EXTRACTED DATA:
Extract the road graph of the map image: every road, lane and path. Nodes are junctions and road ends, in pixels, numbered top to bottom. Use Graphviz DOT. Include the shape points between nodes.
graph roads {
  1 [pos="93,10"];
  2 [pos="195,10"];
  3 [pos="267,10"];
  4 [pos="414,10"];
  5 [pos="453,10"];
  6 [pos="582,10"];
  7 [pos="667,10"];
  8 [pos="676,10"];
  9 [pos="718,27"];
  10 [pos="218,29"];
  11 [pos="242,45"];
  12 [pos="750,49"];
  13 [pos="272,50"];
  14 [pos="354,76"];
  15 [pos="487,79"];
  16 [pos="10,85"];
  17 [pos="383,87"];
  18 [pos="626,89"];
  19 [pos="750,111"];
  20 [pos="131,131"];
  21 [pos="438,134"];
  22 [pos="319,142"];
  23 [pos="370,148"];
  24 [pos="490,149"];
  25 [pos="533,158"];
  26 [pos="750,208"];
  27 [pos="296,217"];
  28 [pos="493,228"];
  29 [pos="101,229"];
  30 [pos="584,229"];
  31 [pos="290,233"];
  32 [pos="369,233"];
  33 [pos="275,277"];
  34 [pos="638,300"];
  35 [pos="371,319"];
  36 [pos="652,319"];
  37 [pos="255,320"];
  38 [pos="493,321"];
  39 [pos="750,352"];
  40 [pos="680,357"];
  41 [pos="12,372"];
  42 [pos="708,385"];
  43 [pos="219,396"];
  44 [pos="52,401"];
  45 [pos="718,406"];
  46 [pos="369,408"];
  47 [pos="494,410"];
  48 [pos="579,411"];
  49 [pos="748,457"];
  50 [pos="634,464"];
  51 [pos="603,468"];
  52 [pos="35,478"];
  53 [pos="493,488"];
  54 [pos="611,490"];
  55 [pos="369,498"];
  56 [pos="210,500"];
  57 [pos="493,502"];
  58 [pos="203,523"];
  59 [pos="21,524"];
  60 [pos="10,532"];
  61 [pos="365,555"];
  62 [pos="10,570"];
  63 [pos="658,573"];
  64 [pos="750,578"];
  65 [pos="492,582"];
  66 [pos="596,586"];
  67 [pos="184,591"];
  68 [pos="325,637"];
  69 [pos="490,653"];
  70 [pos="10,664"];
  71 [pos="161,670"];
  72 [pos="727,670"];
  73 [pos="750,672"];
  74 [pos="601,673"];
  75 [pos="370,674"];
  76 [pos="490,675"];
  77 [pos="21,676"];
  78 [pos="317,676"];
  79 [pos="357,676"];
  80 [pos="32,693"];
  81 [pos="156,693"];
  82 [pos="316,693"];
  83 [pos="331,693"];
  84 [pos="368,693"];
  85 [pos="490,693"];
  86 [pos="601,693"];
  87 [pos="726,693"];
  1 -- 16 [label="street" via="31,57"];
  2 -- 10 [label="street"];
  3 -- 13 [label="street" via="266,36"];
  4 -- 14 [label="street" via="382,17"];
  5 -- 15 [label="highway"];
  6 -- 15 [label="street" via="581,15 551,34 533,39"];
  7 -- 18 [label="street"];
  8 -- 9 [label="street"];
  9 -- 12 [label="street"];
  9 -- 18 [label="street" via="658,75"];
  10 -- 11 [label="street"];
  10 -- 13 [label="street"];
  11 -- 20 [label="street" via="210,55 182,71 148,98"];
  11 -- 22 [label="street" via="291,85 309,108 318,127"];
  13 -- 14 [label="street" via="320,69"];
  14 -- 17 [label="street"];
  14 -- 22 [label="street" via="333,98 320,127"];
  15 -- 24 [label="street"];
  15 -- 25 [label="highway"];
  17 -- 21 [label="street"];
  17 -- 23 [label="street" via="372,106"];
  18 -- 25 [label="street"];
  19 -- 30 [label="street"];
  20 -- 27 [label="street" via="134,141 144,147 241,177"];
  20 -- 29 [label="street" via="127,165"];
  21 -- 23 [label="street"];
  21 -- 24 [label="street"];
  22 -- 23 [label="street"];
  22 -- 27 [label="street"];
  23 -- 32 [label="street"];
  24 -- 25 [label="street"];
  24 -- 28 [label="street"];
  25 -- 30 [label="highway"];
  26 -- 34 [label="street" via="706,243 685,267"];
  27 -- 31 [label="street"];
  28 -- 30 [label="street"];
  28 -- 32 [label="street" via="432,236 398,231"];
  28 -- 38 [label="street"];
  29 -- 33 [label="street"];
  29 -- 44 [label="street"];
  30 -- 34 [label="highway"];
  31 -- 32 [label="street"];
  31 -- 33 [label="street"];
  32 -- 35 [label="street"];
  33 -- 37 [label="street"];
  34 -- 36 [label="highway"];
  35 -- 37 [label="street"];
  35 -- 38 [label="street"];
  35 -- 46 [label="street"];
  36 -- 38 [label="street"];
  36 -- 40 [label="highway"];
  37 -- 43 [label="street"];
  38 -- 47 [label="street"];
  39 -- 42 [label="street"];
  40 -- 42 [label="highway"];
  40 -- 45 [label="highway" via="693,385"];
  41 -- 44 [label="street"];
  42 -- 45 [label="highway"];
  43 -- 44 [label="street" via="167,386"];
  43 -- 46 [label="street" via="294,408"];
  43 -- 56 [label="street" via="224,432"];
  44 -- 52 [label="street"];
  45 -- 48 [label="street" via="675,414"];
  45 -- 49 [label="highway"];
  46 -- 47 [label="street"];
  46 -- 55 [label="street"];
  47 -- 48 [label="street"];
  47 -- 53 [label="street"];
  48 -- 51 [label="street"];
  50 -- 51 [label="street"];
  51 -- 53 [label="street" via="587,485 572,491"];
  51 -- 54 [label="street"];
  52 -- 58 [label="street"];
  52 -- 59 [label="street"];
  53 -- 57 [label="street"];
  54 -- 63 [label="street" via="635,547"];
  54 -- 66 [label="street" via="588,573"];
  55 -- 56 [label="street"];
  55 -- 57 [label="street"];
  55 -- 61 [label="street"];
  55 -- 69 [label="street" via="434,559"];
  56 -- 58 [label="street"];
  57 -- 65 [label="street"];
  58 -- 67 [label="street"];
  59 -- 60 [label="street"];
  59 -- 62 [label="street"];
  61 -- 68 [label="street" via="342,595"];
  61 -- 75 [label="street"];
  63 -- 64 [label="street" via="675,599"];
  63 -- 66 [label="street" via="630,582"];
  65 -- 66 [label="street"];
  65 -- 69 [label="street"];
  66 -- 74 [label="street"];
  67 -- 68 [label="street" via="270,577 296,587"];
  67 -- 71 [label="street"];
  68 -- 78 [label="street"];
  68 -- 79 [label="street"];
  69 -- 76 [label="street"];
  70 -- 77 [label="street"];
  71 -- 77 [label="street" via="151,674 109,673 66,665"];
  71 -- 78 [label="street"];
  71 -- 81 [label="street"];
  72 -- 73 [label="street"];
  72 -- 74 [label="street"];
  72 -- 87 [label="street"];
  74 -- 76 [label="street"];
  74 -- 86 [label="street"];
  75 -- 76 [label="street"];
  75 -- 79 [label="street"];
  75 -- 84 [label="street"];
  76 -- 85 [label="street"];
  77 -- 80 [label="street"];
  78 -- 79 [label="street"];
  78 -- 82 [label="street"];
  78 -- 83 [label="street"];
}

WHAT THE TASK ASKS: Give the number of lines in the records where the word "highway" occurs, and add nothing.

TASK RESPONSE: 10